3) Desde Tupiza no había posibilidad de contratar un tour de tres días.
4) En Uyuni, todas las agencias despachan sus 4x4 a la misma hora, por lo cual en caso de que alguna tuviese algún inconveniente se ayudaban unos a otros, todos los choferes se conocen entre sí aunque trabajen para agencias distintas.
5) En Tupiza son pocas las agencias, pocos los tours que parten desde allí, y por lo tanto pocas posibilidades de ayudarse unos a otros en caso de problemas.
Los bolivianos me recomendaron además algo que ya había oído y leído hasta hartarme: que no comiera lechuga, que evitara verduras y hortalizas sin cocer. Además de la buena onda, sin duda conocían de lo que hablaban. Al fin y al cabo habían vivido allí toda su vida y yo había llegado hacía dos días. Así que sin pensarlo dos veces me fui al ciber, recogí mi bolsa con ropa sucia, compré unas pastillas de carbón y otras para el soroche o mal de altura y me fui hasta la Terminal de micros para sacar un pasaje a Uyuni.
Mi micro y el de los chicos salieron juntos. La primera media hora se veían relámpagos y una llovizna amenazaba con arruinarlo todo. Al principio me asustaba con los bocinazos que pegaba el chofer antes de tomar las curvas (que eran constantes). El camino, de tierra y precipicio constante. Por momentos atravesábamos pequeños arroyos y otros no tan pequeños, así que rogábamos que no se largase a llover. Apenas oscureció me quedé dormido. Cuando desperté, estábamos por llegara Atocha , y para mi sorpresa, el periodista ya no estaba a mi lado, en su lugar había un flaquito rapado, nada que ver con el que había estado charlando cuando subí. Entonces, mi nuevo compañero de asiento me explicó que, como contaba con pocos días de vacaciones, había emprendido un viaje maratónico desde Buenos Aires hasta Tupiza, subiéndose de un micro a otro sin parar nunca ni a estirar las piernas, y que cuando llegó a Tupiza a las 17.30 ya no había pasajes para Uyuni sino hasta el día siguiente, por lo que aceptó (por el mismo precio) viajar sentado en el suelo. El periodista compadecido le había cedido su asiento por un rato apiadándose del pobre abogaducho que ya tendría a esa altura el traste duro y liso como el mármol.

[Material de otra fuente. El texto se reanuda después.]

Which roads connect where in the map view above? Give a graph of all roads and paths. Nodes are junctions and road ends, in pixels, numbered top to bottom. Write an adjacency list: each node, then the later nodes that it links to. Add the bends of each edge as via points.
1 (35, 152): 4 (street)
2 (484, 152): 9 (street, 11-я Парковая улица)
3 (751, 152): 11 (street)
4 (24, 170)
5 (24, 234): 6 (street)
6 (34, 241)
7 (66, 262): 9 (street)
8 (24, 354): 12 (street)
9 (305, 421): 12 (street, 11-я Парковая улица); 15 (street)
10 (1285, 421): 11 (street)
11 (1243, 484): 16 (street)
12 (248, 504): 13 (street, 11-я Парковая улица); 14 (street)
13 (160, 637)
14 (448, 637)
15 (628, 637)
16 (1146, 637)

A las tres de la mañana (tres horas más de lo previsto) llegamos a Uyuni. Hacía mucho frío pero por suerte el clima nos había acompañado ya que no se habían presentado más que algunas lloviznas durante el viaje. El abogado, el periodista, y una colombiana confiaron en mis “investigaciones previas” y se dejaron conducir por mí hasta el Hotel Avenida, ya que había leído decenas de referencias sobre el mismo. Después de unas cuántas volteretas por la ciudad, muertos de frío llegamos al Hotel Avenida donde no había habitaciones disponibles. Lamentablemente, eran las tres de la mañana y en todo Uyuni no había ni una habitación disponible. En eso vemos aparecer por una esquina a una mujer seguida de un contingente de mochileros. Y a medida que se acercan empiezo a distinguirlos: Eran Mariano, Javi, Chulo, Pato, Seba, Lucía, Connie, Ceci, y muchas de las personas que nos habían acompañado en el camino Villazón-Tupiza.